### Work task
Repeat the records word for word, excluding any picture.

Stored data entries
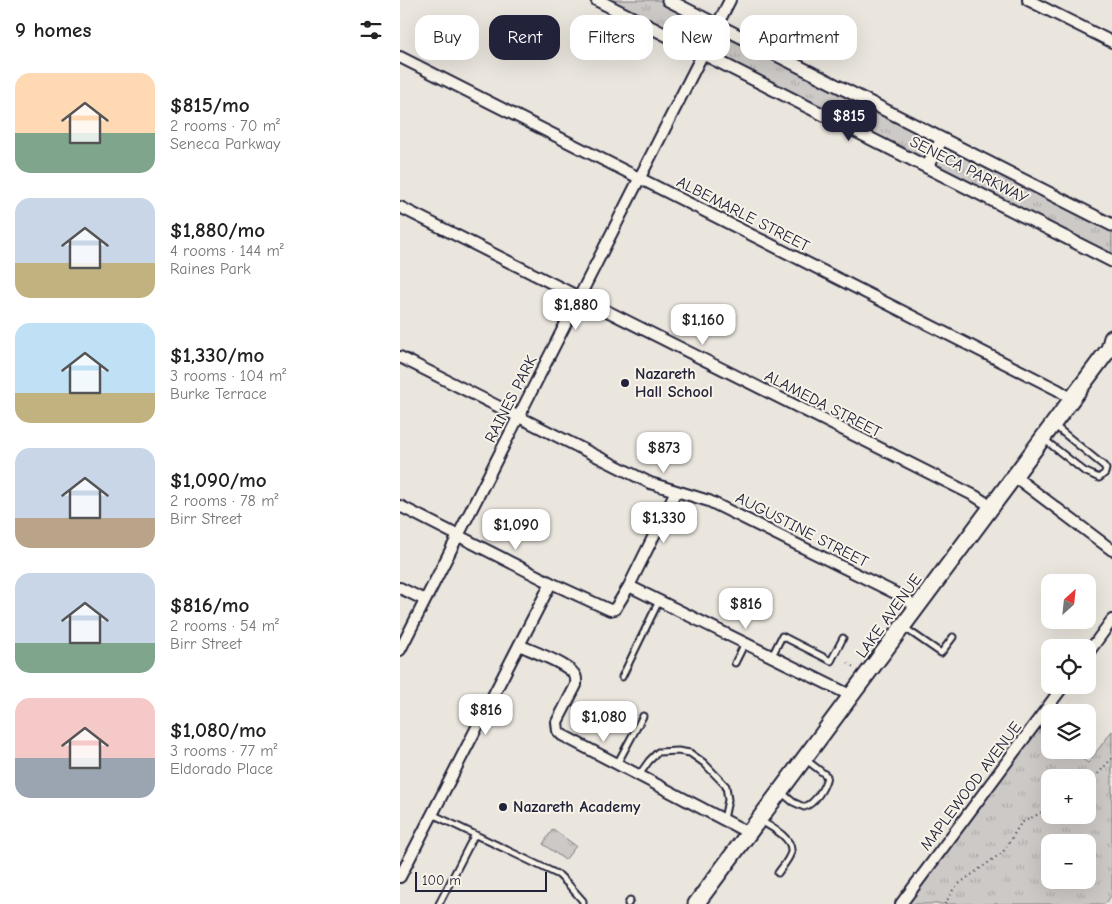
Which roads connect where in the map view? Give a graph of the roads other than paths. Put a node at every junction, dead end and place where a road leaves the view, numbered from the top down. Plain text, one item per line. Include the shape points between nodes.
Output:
1 (597, 0) edge
2 (668, 0) edge
3 (730, 0) edge
4 (1028, 0) edge
5 (697, 15) edge
6 (722, 15) edge
7 (730, 32) edge
8 (663, 34) edge
9 (1112, 42) edge
10 (400, 57) edge
11 (699, 60) edge
12 (714, 60) edge
13 (942, 139) junction
14 (927, 166) junction
15 (640, 178) junction
16 (400, 207) edge
17 (1112, 225) edge
18 (1112, 261) edge
19 (579, 298) junction
20 (1111, 346) edge
21 (400, 357) edge
22 (1072, 399) junction
23 (519, 416) junction
24 (1053, 424) junction
25 (1042, 438) junction
26 (1014, 476) junction
27 (676, 491) junction
28 (400, 506) edge
29 (992, 507) junction
30 (458, 536) junction
31 (1112, 550) edge
32 (551, 583) junction
33 (629, 586) junction
34 (400, 588) edge
35 (425, 600) junction
36 (659, 601) junction
37 (917, 607) junction
38 (1112, 620) edge
39 (903, 626) junction
40 (953, 637) dead end
41 (843, 638) dead end
42 (1096, 642) edge
43 (745, 643) junction
44 (519, 644) junction
45 (400, 650) edge
46 (772, 657) junction
47 (735, 663) dead end
48 (622, 677) dead end
49 (1057, 694) edge
50 (852, 696) junction
51 (643, 716) dead end
52 (804, 759) junction
53 (617, 764) junction
54 (638, 775) junction
55 (780, 792) junction
56 (432, 814) junction
57 (724, 819) junction
58 (759, 819) junction
59 (749, 833) junction
60 (474, 836) junction
61 (778, 873) dead end
62 (400, 877) edge
63 (439, 904) edge
64 (583, 904) edge
65 (696, 904) edge
66 (901, 904) edge

1 - 8 street, SENECA PARKWAY
2 - 5 street, SENECA PARKWAY
3 - 6 street, RAINES PARK
4 - 9 street
7 - 13 street, SENECA PARKWAY
10 - 15 street, ALBEMARLE STREET
11 - 15 street, RAINES PARK
12 - 14 street, SENECA PARKWAY
13 - 14 street
13 - 17 street, SENECA PARKWAY
14 - 18 street, SENECA PARKWAY
15 - 19 street, RAINES PARK
15 - 22 street, ALBEMARLE STREET
16 - 19 street, ALAMEDA STREET
19 - 23 street, RAINES PARK
19 - 29 street, ALAMEDA STREET
20 - 22 main road, LAKE AVENUE
21 - 23 street, AUGUSTINE STREET
22 - 24 main road, LAKE AVENUE
23 - 27 street, AUGUSTINE STREET via 650,483
23 - 30 street, RAINES PARK
24 - 25 main road, LAKE AVENUE
24 - 25 lane via 1104,466 1105,473 1099,478 1088,474
25 - 26 main road, LAKE AVENUE
26 - 29 main road, LAKE AVENUE
26 - 31 street
27 - 33 street
27 - 37 street, AUGUSTINE STREET via 709,501 901,596
28 - 30 street
29 - 37 main road, LAKE AVENUE
30 - 32 street
30 - 35 street, RAINES PARK
32 - 33 street via 610,610 615,609
32 - 44 street
33 - 36 street
34 - 35 street
35 - 45 street, RAINES PARK
36 - 43 street
36 - 48 lane
37 - 39 main road, LAKE AVENUE
38 - 42 street
39 - 40 lane via 940,653
39 - 50 main road, LAKE AVENUE
41 - 46 lane via 832,661 782,636
43 - 46 street
43 - 47 lane
44 - 53 street via 574,674 576,686 557,722 558,731
44 - 56 street
46 - 50 street
49 - 66 street, MAPLEWOOD AVENUE
50 - 52 main road, LAKE AVENUE
51 - 53 lane
52 - 55 main road, LAKE AVENUE
52 - 55 lane via 827,776 826,783 810,805 804,807
53 - 54 street
54 - 57 street
54 - 57 lane via 658,752 690,753 726,786 728,800
55 - 58 main road, LAKE AVENUE
56 - 60 lane
56 - 62 street
57 - 59 street
58 - 59 main road, LAKE AVENUE
58 - 61 lane via 790,845 788,859
59 - 65 main road, LAKE AVENUE
60 - 63 lane
60 - 64 lane via 559,875

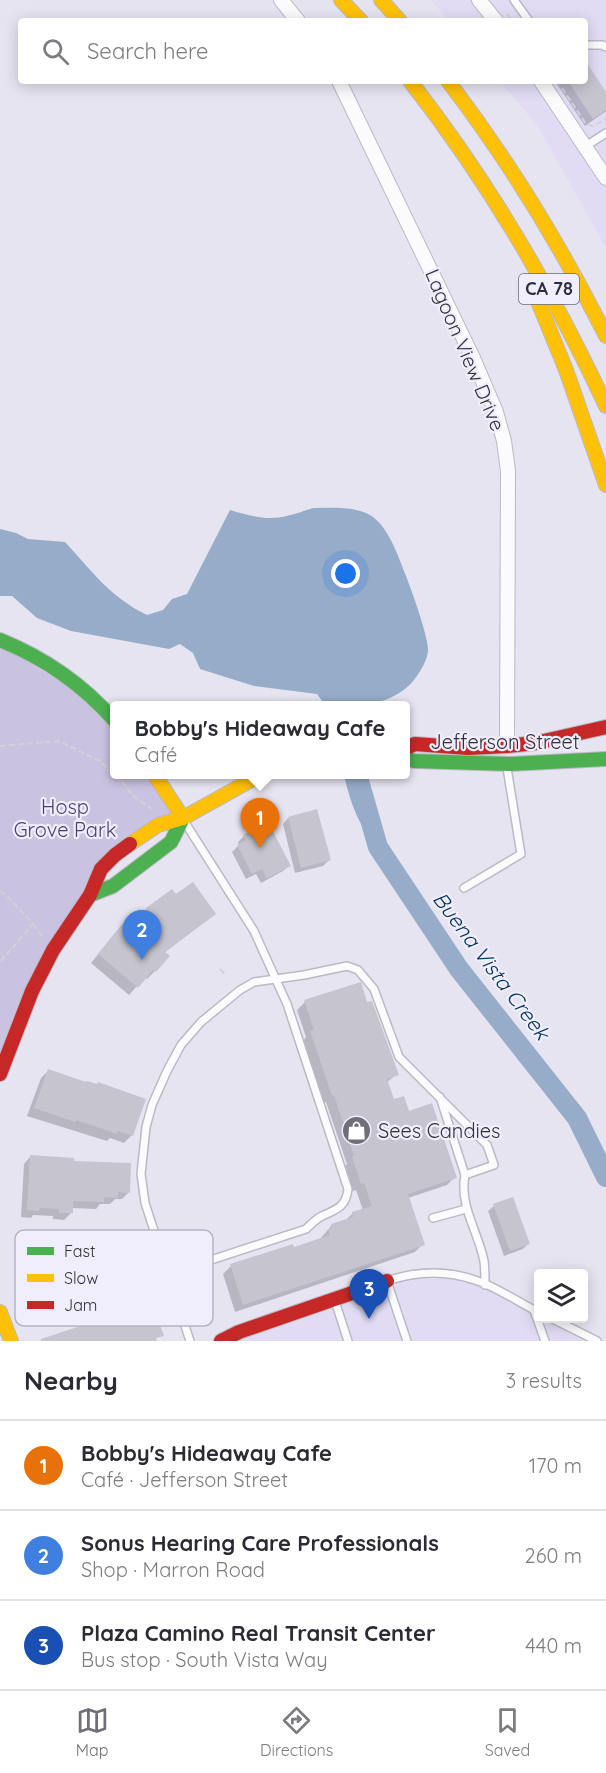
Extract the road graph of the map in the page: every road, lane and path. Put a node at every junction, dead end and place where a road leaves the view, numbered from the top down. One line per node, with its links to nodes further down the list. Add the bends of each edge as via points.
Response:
1 (281, 0): 6 (street)
2 (341, 0): 7 (main road)
3 (381, 0): 8 (main road)
4 (479, 0): 9 (street)
5 (514, 0): 10 (lane)
6 (296, 18)
7 (358, 18)
8 (397, 18)
9 (494, 18)
10 (527, 18)
11 (588, 45): 12 (lane)
12 (606, 47)
13 (340, 84): 33 (street, Lagoon View Drive, via 473,358 504,441 508,471)
14 (412, 84): 21 (main road, CA 78)
15 (450, 84): 23 (main road, CA 78)
16 (543, 84): 20 (street)
17 (559, 84): 18 (path, via 586,124 598,125)
18 (606, 119)
19 (606, 133): 20 (lane)
20 (586, 146): 22 (street)
21 (482, 178): 26 (main road, CA 78, via 561,312); 27 (main road, via 554,339)
22 (606, 178)
23 (551, 230): 24 (main road); 25 (main road, CA 78)
24 (606, 314)
25 (606, 336)
26 (606, 406)
27 (606, 485)
28 (0, 640): 29 (main road, via 32,652 67,674)
29 (110, 717)
30 (606, 726): 33 (main road, Jefferson Street)
31 (0, 746): 37 (path, via 59,741 100,761)
32 (410, 746): 33 (main road, Jefferson Street)
33 (507, 746)
34 (606, 759): 36 (main road, Jefferson Street)
35 (410, 760): 36 (main road, Jefferson Street)
36 (507, 765): 43 (lane, via 521,854)
37 (110, 771)
38 (119, 779): 41 (path, via 132,795)
39 (157, 779): 42 (main road)
40 (251, 779): 42 (main road)
41 (152, 808)
42 (183, 818): 45 (main road, via 171,842 113,886); 45 (main road, via 158,825 115,855 101,869); 49 (lane, via 254,931)
43 (464, 888)
44 (0, 891): 46 (path, via 33,924)
45 (90, 895): 50 (main road, via 53,950)
46 (0, 962)
47 (220, 969): 48 (path)
48 (225, 974)
49 (274, 980): 51 (lane, via 347,966 358,970 374,989 399,1057); 55 (lane, via 254,982 240,990 201,1022 166,1071 146,1127 141,1174); 56 (lane, via 287,1004 348,1189 347,1197 344,1205 306,1228)
50 (0, 1074)
51 (440, 1097): 52 (lane); 52 (lane, via 487,1145 494,1165)
52 (465, 1175): 53 (lane)
53 (466, 1209): 54 (lane); 58 (lane, via 484,1262)
54 (433, 1218)
55 (154, 1230)
56 (213, 1259)
57 (387, 1281): 58 (lane, via 407,1274 435,1272); 59 (main road); 69 (lane)
58 (485, 1285): 60 (lane)
59 (334, 1299): 67 (main road); 68 (lane)
60 (534, 1310)
61 (0, 1312): 65 (main road)
62 (540, 1323): 70 (lane)
63 (561, 1323): 71 (lane)
64 (185, 1326): 66 (lane)
65 (10, 1341)
66 (190, 1341)
67 (221, 1341)
68 (348, 1341)
69 (407, 1341)
70 (545, 1341)
71 (597, 1341)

### Written response
Which roads connect where in the map view? Give a graph of the roads other than paths. Put a node at every junction, dead end and place where a road leaves the view, numbered from the top down. Plain text, one item per line. Include the shape points between nodes.
Output:
1 (597, 0) edge
2 (668, 0) edge
3 (730, 0) edge
4 (1028, 0) edge
5 (697, 15) edge
6 (722, 15) edge
7 (730, 32) edge
8 (663, 34) edge
9 (1112, 42) edge
10 (400, 57) edge
11 (699, 60) edge
12 (714, 60) edge
13 (942, 139) junction
14 (927, 166) junction
15 (640, 178) junction
16 (400, 207) edge
17 (1112, 225) edge
18 (1112, 261) edge
19 (579, 298) junction
20 (1111, 346) edge
21 (400, 357) edge
22 (1072, 399) junction
23 (519, 416) junction
24 (1053, 424) junction
25 (1042, 438) junction
26 (1014, 476) junction
27 (676, 491) junction
28 (400, 506) edge
29 (992, 507) junction
30 (458, 536) junction
31 (1112, 550) edge
32 (551, 583) junction
33 (629, 586) junction
34 (400, 588) edge
35 (425, 600) junction
36 (659, 601) junction
37 (917, 607) junction
38 (1112, 620) edge
39 (903, 626) junction
40 (953, 637) dead end
41 (843, 638) dead end
42 (1096, 642) edge
43 (745, 643) junction
44 (519, 644) junction
45 (400, 650) edge
46 (772, 657) junction
47 (735, 663) dead end
48 (622, 677) dead end
49 (1057, 694) edge
50 (852, 696) junction
51 (643, 716) dead end
52 (804, 759) junction
53 (617, 764) junction
54 (638, 775) junction
55 (780, 792) junction
56 (432, 814) junction
57 (724, 819) junction
58 (759, 819) junction
59 (749, 833) junction
60 (474, 836) junction
61 (778, 873) dead end
62 (400, 877) edge
63 (439, 904) edge
64 (583, 904) edge
65 (696, 904) edge
66 (901, 904) edge

1 - 8 street, SENECA PARKWAY
2 - 5 street, SENECA PARKWAY
3 - 6 street, RAINES PARK
4 - 9 street
7 - 13 street, SENECA PARKWAY
10 - 15 street, ALBEMARLE STREET
11 - 15 street, RAINES PARK
12 - 14 street, SENECA PARKWAY
13 - 14 street
13 - 17 street, SENECA PARKWAY
14 - 18 street, SENECA PARKWAY
15 - 19 street, RAINES PARK
15 - 22 street, ALBEMARLE STREET
16 - 19 street, ALAMEDA STREET
19 - 23 street, RAINES PARK
19 - 29 street, ALAMEDA STREET
20 - 22 main road, LAKE AVENUE
21 - 23 street, AUGUSTINE STREET
22 - 24 main road, LAKE AVENUE
23 - 27 street, AUGUSTINE STREET via 650,483
23 - 30 street, RAINES PARK
24 - 25 main road, LAKE AVENUE
24 - 25 lane via 1104,466 1105,473 1099,478 1088,474
25 - 26 main road, LAKE AVENUE
26 - 29 main road, LAKE AVENUE
26 - 31 street
27 - 33 street
27 - 37 street, AUGUSTINE STREET via 709,501 901,596
28 - 30 street
29 - 37 main road, LAKE AVENUE
30 - 32 street
30 - 35 street, RAINES PARK
32 - 33 street via 610,610 615,609
32 - 44 street
33 - 36 street
34 - 35 street
35 - 45 street, RAINES PARK
36 - 43 street
36 - 48 lane
37 - 39 main road, LAKE AVENUE
38 - 42 street
39 - 40 lane via 940,653
39 - 50 main road, LAKE AVENUE
41 - 46 lane via 832,661 782,636
43 - 46 street
43 - 47 lane
44 - 53 street via 574,674 576,686 557,722 558,731
44 - 56 street
46 - 50 street
49 - 66 street, MAPLEWOOD AVENUE
50 - 52 main road, LAKE AVENUE
51 - 53 lane
52 - 55 main road, LAKE AVENUE
52 - 55 lane via 827,776 826,783 810,805 804,807
53 - 54 street
54 - 57 street
54 - 57 lane via 658,752 690,753 726,786 728,800
55 - 58 main road, LAKE AVENUE
56 - 60 lane
56 - 62 street
57 - 59 street
58 - 59 main road, LAKE AVENUE
58 - 61 lane via 790,845 788,859
59 - 65 main road, LAKE AVENUE
60 - 63 lane
60 - 64 lane via 559,875

Extract the road graph of the map in the page: every road, lane and path. Put a node at every junction, dead end and place where a road leaves the view, numbered from the top down. One line per node, with its links to nodes further down the list. Add the bends of each edge as via points.
Response:
1 (281, 0): 6 (street)
2 (341, 0): 7 (main road)
3 (381, 0): 8 (main road)
4 (479, 0): 9 (street)
5 (514, 0): 10 (lane)
6 (296, 18)
7 (358, 18)
8 (397, 18)
9 (494, 18)
10 (527, 18)
11 (588, 45): 12 (lane)
12 (606, 47)
13 (340, 84): 33 (street, Lagoon View Drive, via 473,358 504,441 508,471)
14 (412, 84): 21 (main road, CA 78)
15 (450, 84): 23 (main road, CA 78)
16 (543, 84): 20 (street)
17 (559, 84): 18 (path, via 586,124 598,125)
18 (606, 119)
19 (606, 133): 20 (lane)
20 (586, 146): 22 (street)
21 (482, 178): 26 (main road, CA 78, via 561,312); 27 (main road, via 554,339)
22 (606, 178)
23 (551, 230): 24 (main road); 25 (main road, CA 78)
24 (606, 314)
25 (606, 336)
26 (606, 406)
27 (606, 485)
28 (0, 640): 29 (main road, via 32,652 67,674)
29 (110, 717)
30 (606, 726): 33 (main road, Jefferson Street)
31 (0, 746): 37 (path, via 59,741 100,761)
32 (410, 746): 33 (main road, Jefferson Street)
33 (507, 746)
34 (606, 759): 36 (main road, Jefferson Street)
35 (410, 760): 36 (main road, Jefferson Street)
36 (507, 765): 43 (lane, via 521,854)
37 (110, 771)
38 (119, 779): 41 (path, via 132,795)
39 (157, 779): 42 (main road)
40 (251, 779): 42 (main road)
41 (152, 808)
42 (183, 818): 45 (main road, via 171,842 113,886); 45 (main road, via 158,825 115,855 101,869); 49 (lane, via 254,931)
43 (464, 888)
44 (0, 891): 46 (path, via 33,924)
45 (90, 895): 50 (main road, via 53,950)
46 (0, 962)
47 (220, 969): 48 (path)
48 (225, 974)
49 (274, 980): 51 (lane, via 347,966 358,970 374,989 399,1057); 55 (lane, via 254,982 240,990 201,1022 166,1071 146,1127 141,1174); 56 (lane, via 287,1004 348,1189 347,1197 344,1205 306,1228)
50 (0, 1074)
51 (440, 1097): 52 (lane); 52 (lane, via 487,1145 494,1165)
52 (465, 1175): 53 (lane)
53 (466, 1209): 54 (lane); 58 (lane, via 484,1262)
54 (433, 1218)
55 (154, 1230)
56 (213, 1259)
57 (387, 1281): 58 (lane, via 407,1274 435,1272); 59 (main road); 69 (lane)
58 (485, 1285): 60 (lane)
59 (334, 1299): 67 (main road); 68 (lane)
60 (534, 1310)
61 (0, 1312): 65 (main road)
62 (540, 1323): 70 (lane)
63 (561, 1323): 71 (lane)
64 (185, 1326): 66 (lane)
65 (10, 1341)
66 (190, 1341)
67 (221, 1341)
68 (348, 1341)
69 (407, 1341)
70 (545, 1341)
71 (597, 1341)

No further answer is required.